Let's hope that this thing heals up soon. I'm sick of missing out on awesome training sessions!!!

Friday, August 5, 2011

Potentially hurt my ankle. Cool.

-__-

Really? All I did was a round house kick on the heavy bag and then somehow ended up rolling my left ankle on my standing foot. Pretty early in my training session, too. Which of course meant that I wasn't able to continue because I didn't want to injure it even more. Time to ice up I guess.
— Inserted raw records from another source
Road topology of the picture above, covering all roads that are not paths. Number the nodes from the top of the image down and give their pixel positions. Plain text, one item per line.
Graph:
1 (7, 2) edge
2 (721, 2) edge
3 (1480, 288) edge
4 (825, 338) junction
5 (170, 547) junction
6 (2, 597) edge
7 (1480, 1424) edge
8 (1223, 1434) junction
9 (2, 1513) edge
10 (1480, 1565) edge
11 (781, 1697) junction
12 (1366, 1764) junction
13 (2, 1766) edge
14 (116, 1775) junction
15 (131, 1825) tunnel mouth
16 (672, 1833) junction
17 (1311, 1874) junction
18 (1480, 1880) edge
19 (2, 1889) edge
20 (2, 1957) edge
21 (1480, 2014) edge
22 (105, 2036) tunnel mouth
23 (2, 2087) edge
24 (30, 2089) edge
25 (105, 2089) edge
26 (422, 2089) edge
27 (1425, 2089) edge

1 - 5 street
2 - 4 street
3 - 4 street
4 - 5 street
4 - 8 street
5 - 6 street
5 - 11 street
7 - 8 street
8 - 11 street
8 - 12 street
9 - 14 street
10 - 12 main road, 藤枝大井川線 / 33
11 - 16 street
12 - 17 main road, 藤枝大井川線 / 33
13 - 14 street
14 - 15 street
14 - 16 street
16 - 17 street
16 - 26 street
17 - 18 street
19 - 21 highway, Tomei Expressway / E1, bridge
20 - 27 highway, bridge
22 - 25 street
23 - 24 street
UPDATE: If it wasn't sprained before then it surely is now :( Rolling it twice in one day isn't very helpful, I guess. Especially when you're wearing shoes with a slight heel, you step off a curb to cross the street, onto something underfoot the wrong way and completely turn it in. Ugh. Wonderful.

Sunday, July 17, 2011

MIA yet again. lol

Training has been interesting over the past week. I've been sparring a lot more and it's been a battle the entire time. On one hand I love sparring. There's no way to know what the other person is thinking or what they are going to do next. You constantly have to be on your toes and ready for absolutely anything that may happen. And the thrill of the unknown is one that I will never get tired of. Plus it is a great stress reliever, in my opinion, probably the best way. On the other hand (being a girl) coming home with bruises down your legs and arms kind of sucks because the only way to cover them up is by wearing jeans, which is brutal during the summer, especially in Blacksburg. There's also the fact that I haven't properly trained in sparring in the past couple of years, so I'm pretty rusty which only leads to getting beat 9 times out of 10 (if we were to actually keep track). With the increased amount of sparring I have been doing lately though, I'm getting back into the groove. It's tough, but the challenge of getting back to sparring well is one that I accept wholeheartedly. :)

Monday, July 11, 2011

7.8.11 - 7.11.11

I've been MIA lately, I know. The reason behind this: 4th of July & school. :( Karate was cancelled Sunday & Monday in observance of the 4th and I started my second summer session here at Tech last Tuesday and my evening class prevents me from being able to go Tuesday and Wednesday. :( So my first class in over a week was last Friday, but that was only an open mat, so it wasn't very structured and I used it mainly to just feel out my abilities after not training for so long.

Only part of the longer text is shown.